By Susan Martin, Collection Services
The Everett-Boyle papers fill only half of a narrow box here at the MHS, but they include a lot of terrific material from these two interrelated families. One of the family members represented in the collection is Samuel Williams Everett (1820-1862), who served during the Civil War as a surgeon in the Illinois Infantry and later as brigade surgeon. (The Everett family is originally from Boston, which is why their papers happen to be here.)
Unfortunately, we don’t have any of Everett’s war-time correspondence—at least not intact. Some letter fragments obviously date from that time, but the only complete letters by him were written between 1835 and 1851. What the collection does contain, however, are many of his fantastic drawings, beginning when he was a teenager and continuing into the war years.
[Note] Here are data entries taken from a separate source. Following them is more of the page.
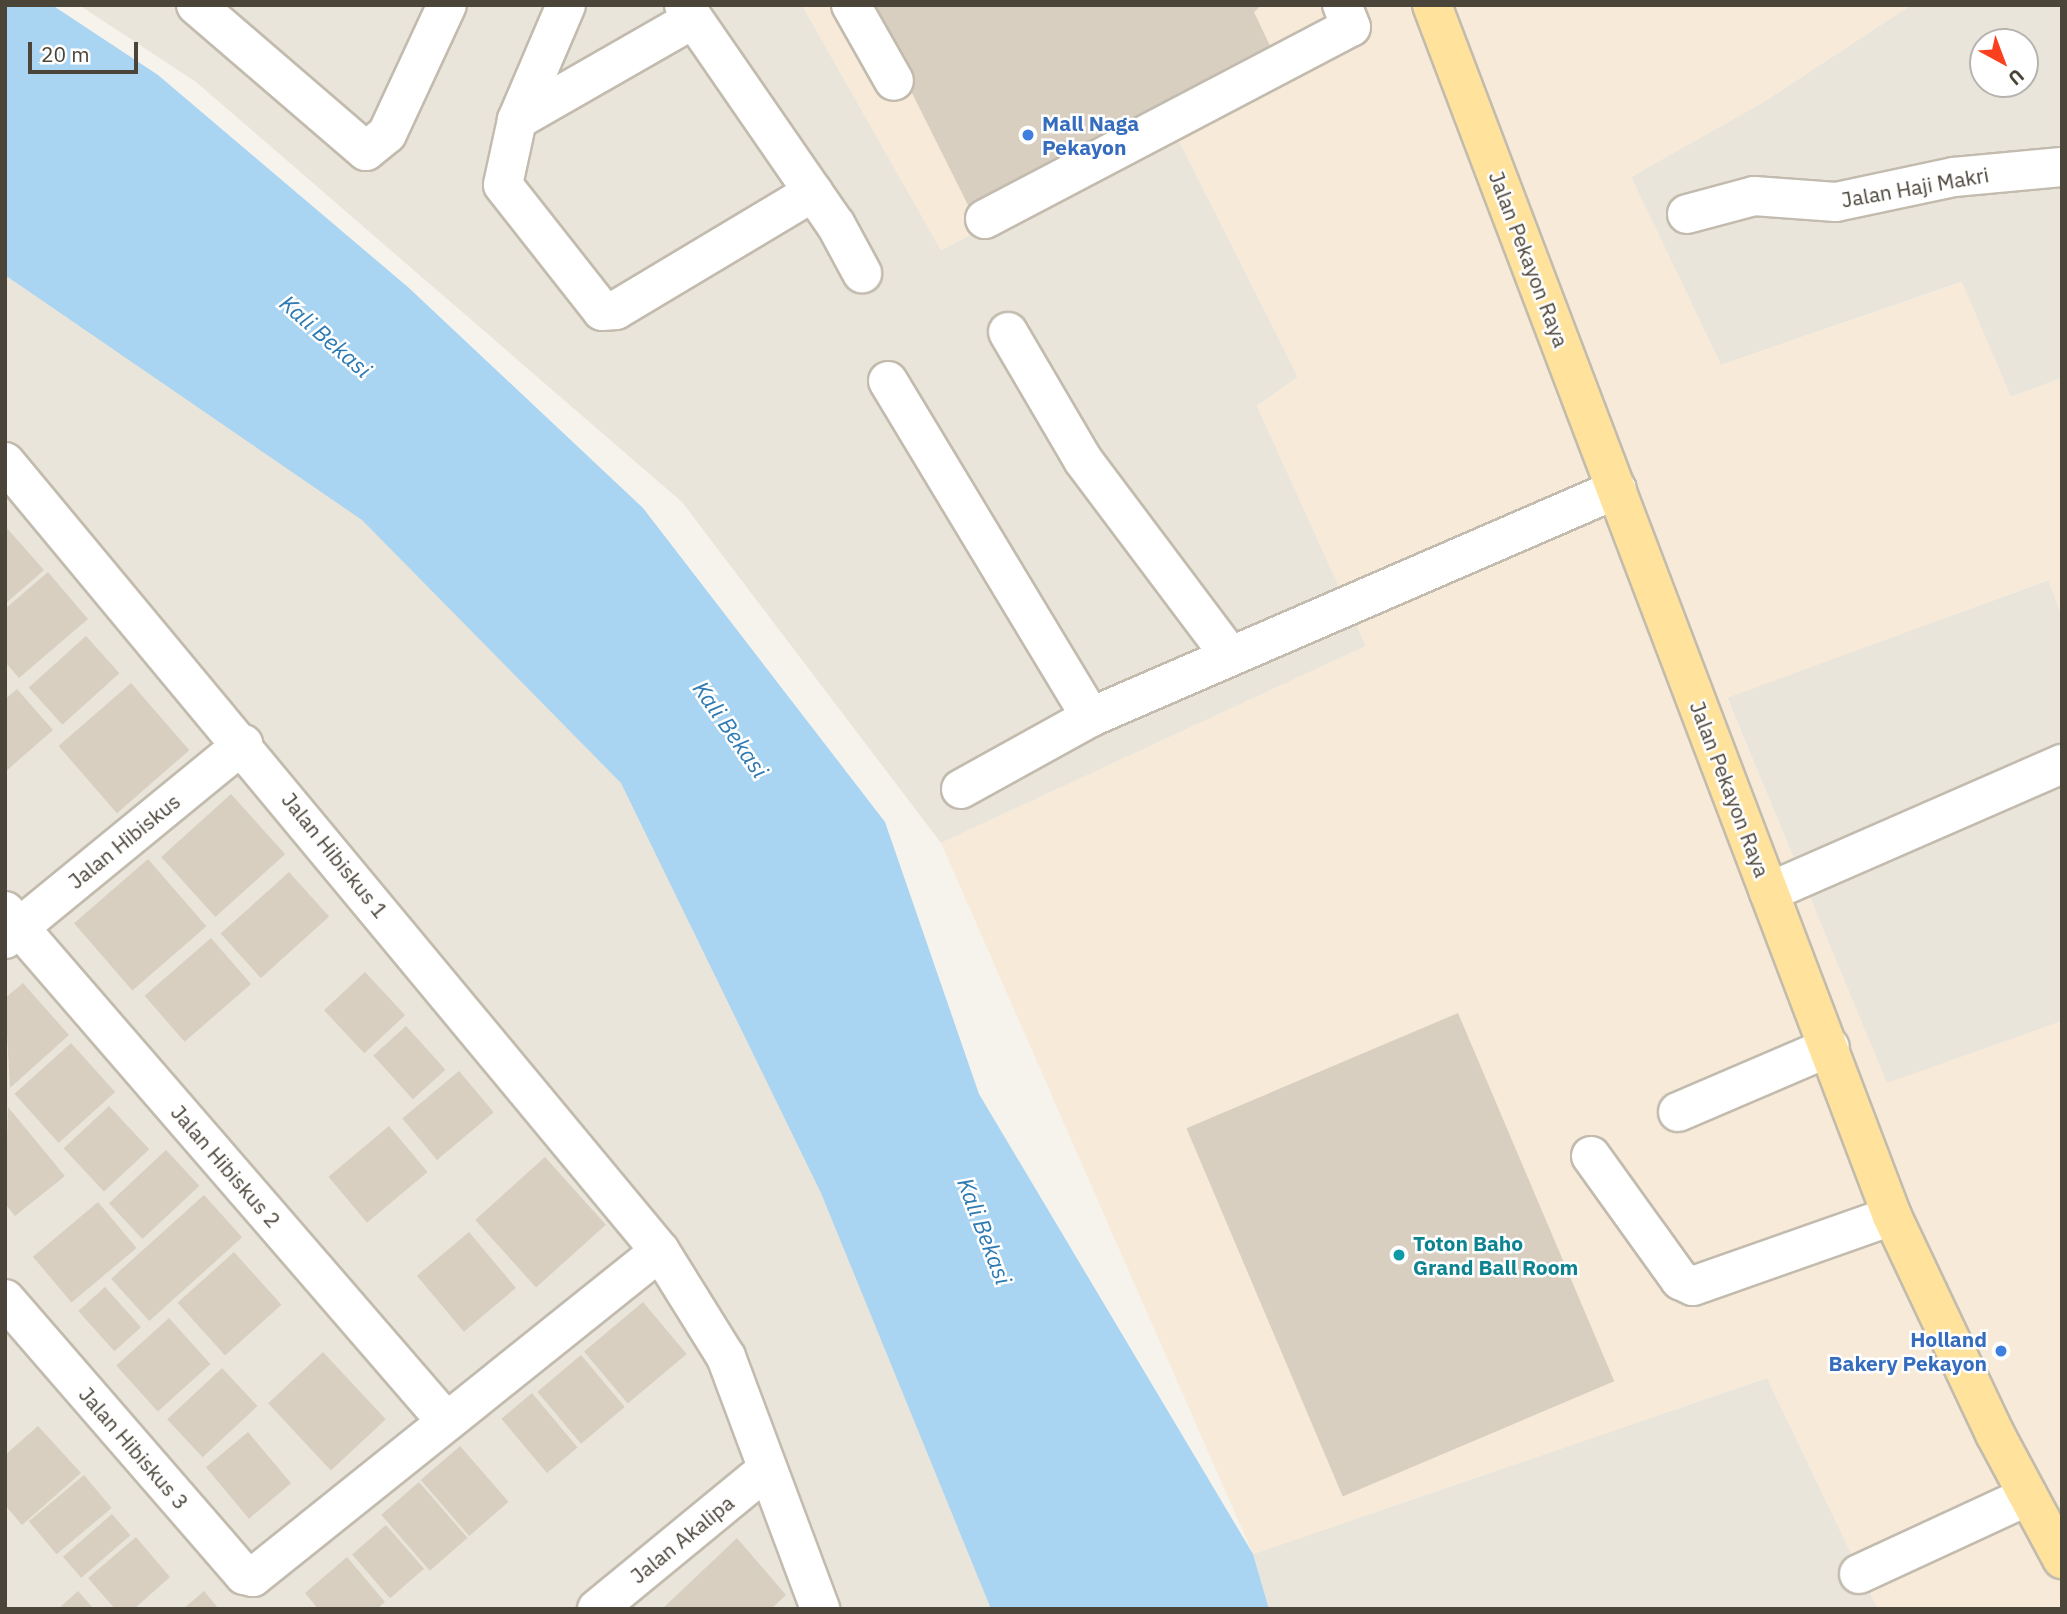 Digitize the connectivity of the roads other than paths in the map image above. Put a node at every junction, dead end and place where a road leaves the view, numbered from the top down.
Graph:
1 (447, 5) edge
2 (566, 5) edge
3 (851, 5) edge
4 (1342, 5) edge
5 (1432, 5) edge
6 (213, 11) edge
7 (688, 12) edge
8 (894, 81) dead end
9 (517, 120) junction
10 (2062, 167) edge
11 (813, 192) junction
12 (1687, 214) dead end
13 (985, 219) dead end
14 (862, 273) dead end
15 (1008, 332) dead end
16 (888, 381) dead end
17 (5, 462) edge
18 (1617, 489) junction
19 (1230, 656) junction
20 (1091, 717) junction
21 (243, 744) junction
22 (2062, 764) edge
23 (961, 789) dead end
24 (1769, 892) junction
25 (10, 926) edge
26 (1830, 1047) junction
27 (1678, 1112) dead end
28 (1591, 1156) dead end
29 (1892, 1216) junction
30 (660, 1251) junction
31 (5, 1299) edge
32 (446, 1421) junction
33 (766, 1470) junction
34 (2028, 1496) junction
35 (2062, 1559) edge
36 (1859, 1574) dead end
37 (597, 1609) edge
38 (820, 1609) edge

1 - 6 street
2 - 9 street
3 - 8 street
4 - 13 street
5 - 18 main road, Jalan Pekayon Raya
7 - 9 street
7 - 11 street
9 - 11 street
10 - 12 street, Jalan Haji Makri
11 - 14 street
15 - 19 street
16 - 20 street
17 - 21 street, Jalan Hibiskus 1
18 - 19 street
18 - 24 main road, Jalan Pekayon Raya
19 - 20 street
20 - 23 street
21 - 25 street, Jalan Hibiskus
21 - 30 street, Jalan Hibiskus 1
22 - 24 street
24 - 26 main road, Jalan Pekayon Raya
25 - 32 street, Jalan Hibiskus 2
26 - 27 street
26 - 29 main road, Jalan Pekayon Raya
28 - 29 street
29 - 34 main road, Jalan Pekayon Raya
30 - 32 street
30 - 33 street, Jalan Hibiskus 1
31 - 32 street, Jalan Hibiskus 3
33 - 37 street, Jalan Akalipa
33 - 38 street, Jalan Hibiskus 1
34 - 35 main road, Jalan Pekayon Raya
34 - 36 street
Here are some of my favorites:
“Camp at Lamine river, near Otterville.”
“View up the Ohio at Cairo.”
“Fort Prentiss. Cairo.”
It’s not just Everett’s artwork that makes his letters so entertaining. He was also a gifted storyteller. Even when narrating the mundane happenings of his life, he elaborated and exaggerated for comedic effect. In one letter from early 1851, he wrote about how his coat and some surgical instruments were stolen from his room, and the whole thing reads like a whodunit, complete with a whimsical “royal we”: “On that evil day the sun shone brightly, & we were tempted out to our dinner without a coat, which garment was left sweetly slumbering with the Case of Instruments in its pocket.” The story is illustrated in several panels, ending with an image of two empty nooses captioned: “View of the gallows, upon which the thieves are yet unhung.”
Everett’s description of his brother’s wedding is hilarious:
The parson retreated to avoid being knocked over in the rush of congratulation and kissing. The latter part, it was previously agreed, was to have been omitted at the particular request of the mother, the bride and the bridesmaids; but as in several rehearsals of the performance the rule had been relaxed, so it was at the ceremony and was extended to every young lady present; and repeated upon the discovery that one had been omitted.
(It was either at this wedding or shortly before that he met the bride’s cousin, his future wife, Mary Smith. He described her this way: “In spite of her common name, an uncommonly pretty girl.”)
In another letter, Everett related a humorous—though frightening—incident involving a runaway carriage, when he lost control of his horse’s reins as it raced down the street and sent bystanders scurrying for cover: “Sounds of ‘woe’ were raised from all quarters & sundry individuals appeared willing to sacrifice their lives in trying to stop the runaway, but they only stopped themselves upon re-considering the question.”
Other creative touches make his letters a real pleasure to read. When writing to his family, he addressed different paragraphs to different family members with headings like: “The Misses E.” “Anybody.” “Mrs. E.” “Ditto.” Along the top of one letter, he wrote a note that actually made me laugh out loud: “Nothing worth stopping to read in the street.”
Everett also had a talent for rebuses. Anyone care to take a stab at solving either of these in the comments section below? (Hint: the second snippet is from a published work not original to Everett.)
Everett was shot and killed at the Battle of Shiloh in Tennessee on 6 Apr. 1862, not even one year into his military service. Multiple sources, including The Medical and Surgical History of the War of the Rebellion, identify him as the first Union medical officer killed in action. His “talent for drawing” was noted in his obituary in the 1864 Transactions of the American Medical Association (pp.212-4).